The machine (aka computer) should be used to help the developer.


  • elide details to allow better expression of the design
  • elide details to allow deeper thinking about the design
  • elide details to communicate designs better between team-members
  • provide a rich syntax (e.g. text plus diagrams)
  • garbage collection
  • pipelines
  • Worlds
  • strong type analysis aimed at DI2
  • books: “Design of Everyday Things”, “Humane Interface”
  • dynamic languages3 and REPLs
  • automatic inlining & macros (lisp-ish macros)

Reducing Inconvenience

Development turn-around time can be improved by reducing inconveniences.

Less inconvenience might be provided by:

  • declaration after use
  • multiple syntaxes
  • syntax checking
  • parameter counting
  • type checking
  • lots of fundamental data types (Rebol and ASON)
  • etc.
Declaration After Use

Declaration before use is an aid to compiler development and optimization.

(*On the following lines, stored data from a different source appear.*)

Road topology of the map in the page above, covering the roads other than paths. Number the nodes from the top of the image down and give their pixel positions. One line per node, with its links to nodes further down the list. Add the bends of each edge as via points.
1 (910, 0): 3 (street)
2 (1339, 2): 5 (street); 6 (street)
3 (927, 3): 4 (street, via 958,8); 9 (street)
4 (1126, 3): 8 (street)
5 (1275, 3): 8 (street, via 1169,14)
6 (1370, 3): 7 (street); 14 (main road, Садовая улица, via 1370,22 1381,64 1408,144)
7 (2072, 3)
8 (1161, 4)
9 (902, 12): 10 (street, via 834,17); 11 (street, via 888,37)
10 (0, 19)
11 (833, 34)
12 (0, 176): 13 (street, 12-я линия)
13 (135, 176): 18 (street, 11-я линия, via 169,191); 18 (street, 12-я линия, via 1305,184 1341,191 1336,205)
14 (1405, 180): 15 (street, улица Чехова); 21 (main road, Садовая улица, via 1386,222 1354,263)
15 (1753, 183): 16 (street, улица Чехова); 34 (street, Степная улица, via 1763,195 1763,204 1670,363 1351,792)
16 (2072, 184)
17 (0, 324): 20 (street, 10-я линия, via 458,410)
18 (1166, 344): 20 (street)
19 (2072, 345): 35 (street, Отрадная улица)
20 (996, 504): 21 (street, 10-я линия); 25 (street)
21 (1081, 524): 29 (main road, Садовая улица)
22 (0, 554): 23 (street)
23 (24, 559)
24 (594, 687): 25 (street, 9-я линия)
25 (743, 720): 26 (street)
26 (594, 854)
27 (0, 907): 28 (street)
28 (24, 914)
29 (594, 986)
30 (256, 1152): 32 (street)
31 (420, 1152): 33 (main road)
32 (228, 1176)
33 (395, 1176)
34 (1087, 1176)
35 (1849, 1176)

In the 1950’s, it seemed to be “more efficient” to build one-pass compilers.

The onus, though, has been placed on programmers to declare entities before they are used in the code.

This affects readability (for human developers) - the “most important” aspects of the design appear at the bottom of a file of code instead of at the top.

This inconvenience could be removed by going back to two-pass compilers (or using JavaScript’s “hoisting” ideas).

Multiple Syntaxes

See Appendix “Two Syntaxes for Each GPL”.

Syntax Checking

There exists a tension between language sytax and “syntactic noise”.

On one hand, verbose syntax can be easily checked by automated means (i.e. compiler).

On the other hand, verbose syntax makes it harder to “get the big picture” for humans, when maintaining code.

This issue is discussed in the article “Two Syntaxes For Each GPL”.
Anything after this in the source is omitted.